* **TASK PROMPT**
Your answer should consist of each line from the data below that contains "node".

* **Dataset entries**
• • •

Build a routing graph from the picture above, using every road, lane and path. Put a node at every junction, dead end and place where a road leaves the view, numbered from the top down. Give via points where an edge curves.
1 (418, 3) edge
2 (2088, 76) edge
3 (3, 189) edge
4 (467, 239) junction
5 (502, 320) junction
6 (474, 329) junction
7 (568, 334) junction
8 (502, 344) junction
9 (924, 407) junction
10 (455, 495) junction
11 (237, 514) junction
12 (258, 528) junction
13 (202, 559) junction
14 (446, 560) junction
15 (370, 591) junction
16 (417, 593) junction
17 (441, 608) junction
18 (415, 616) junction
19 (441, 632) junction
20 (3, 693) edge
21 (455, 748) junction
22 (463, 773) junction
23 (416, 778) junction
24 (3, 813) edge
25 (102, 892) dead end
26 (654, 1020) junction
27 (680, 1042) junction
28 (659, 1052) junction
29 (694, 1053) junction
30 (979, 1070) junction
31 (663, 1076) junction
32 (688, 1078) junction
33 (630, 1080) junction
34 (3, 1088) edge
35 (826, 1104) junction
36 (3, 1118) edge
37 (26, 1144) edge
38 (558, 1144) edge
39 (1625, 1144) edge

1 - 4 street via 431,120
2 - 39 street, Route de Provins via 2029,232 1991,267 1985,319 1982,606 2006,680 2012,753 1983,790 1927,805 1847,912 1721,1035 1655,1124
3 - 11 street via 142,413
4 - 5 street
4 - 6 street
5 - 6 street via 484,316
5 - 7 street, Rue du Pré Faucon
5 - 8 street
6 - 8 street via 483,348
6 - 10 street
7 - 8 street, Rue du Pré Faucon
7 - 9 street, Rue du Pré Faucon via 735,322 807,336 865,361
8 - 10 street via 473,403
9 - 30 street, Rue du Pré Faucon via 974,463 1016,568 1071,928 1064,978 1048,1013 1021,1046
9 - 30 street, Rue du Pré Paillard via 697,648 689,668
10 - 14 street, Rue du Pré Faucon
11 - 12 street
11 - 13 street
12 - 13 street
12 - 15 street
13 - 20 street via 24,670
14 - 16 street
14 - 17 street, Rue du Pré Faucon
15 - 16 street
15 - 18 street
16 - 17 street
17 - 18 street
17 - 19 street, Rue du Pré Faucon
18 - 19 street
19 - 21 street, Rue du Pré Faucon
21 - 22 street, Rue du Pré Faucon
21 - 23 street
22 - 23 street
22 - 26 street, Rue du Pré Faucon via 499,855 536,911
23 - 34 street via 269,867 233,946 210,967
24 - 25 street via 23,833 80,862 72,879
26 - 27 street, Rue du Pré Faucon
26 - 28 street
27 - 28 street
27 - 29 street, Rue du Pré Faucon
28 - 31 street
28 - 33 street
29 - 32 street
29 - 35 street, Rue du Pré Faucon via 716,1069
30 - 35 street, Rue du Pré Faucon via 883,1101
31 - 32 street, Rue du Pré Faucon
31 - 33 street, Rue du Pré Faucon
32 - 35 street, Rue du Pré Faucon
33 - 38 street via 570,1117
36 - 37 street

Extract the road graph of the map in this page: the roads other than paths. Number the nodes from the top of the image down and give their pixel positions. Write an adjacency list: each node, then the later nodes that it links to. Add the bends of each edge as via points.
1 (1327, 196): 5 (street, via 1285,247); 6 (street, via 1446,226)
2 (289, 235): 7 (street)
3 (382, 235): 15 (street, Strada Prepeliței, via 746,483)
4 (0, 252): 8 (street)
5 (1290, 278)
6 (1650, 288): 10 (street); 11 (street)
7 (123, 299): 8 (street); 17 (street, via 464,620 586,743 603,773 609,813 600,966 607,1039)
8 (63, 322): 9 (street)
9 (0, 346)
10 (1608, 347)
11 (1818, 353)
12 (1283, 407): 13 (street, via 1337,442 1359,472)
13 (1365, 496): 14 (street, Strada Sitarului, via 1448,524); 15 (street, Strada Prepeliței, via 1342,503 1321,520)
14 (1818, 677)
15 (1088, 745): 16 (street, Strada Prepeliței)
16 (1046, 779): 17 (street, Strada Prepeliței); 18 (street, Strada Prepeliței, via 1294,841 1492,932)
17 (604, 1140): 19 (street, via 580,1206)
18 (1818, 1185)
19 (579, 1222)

• • •

* **SOLUTION TO THIS TASK**
Build a routing graph from the picture above, using every road, lane and path. Put a node at every junction, dead end and place where a road leaves the view, numbered from the top down. Give via points where an edge curves.
Extract the road graph of the map in this page: the roads other than paths. Number the nodes from the top of the image down and give their pixel positions. Write an adjacency list: each node, then the later nodes that it links to. Add the bends of each edge as via points.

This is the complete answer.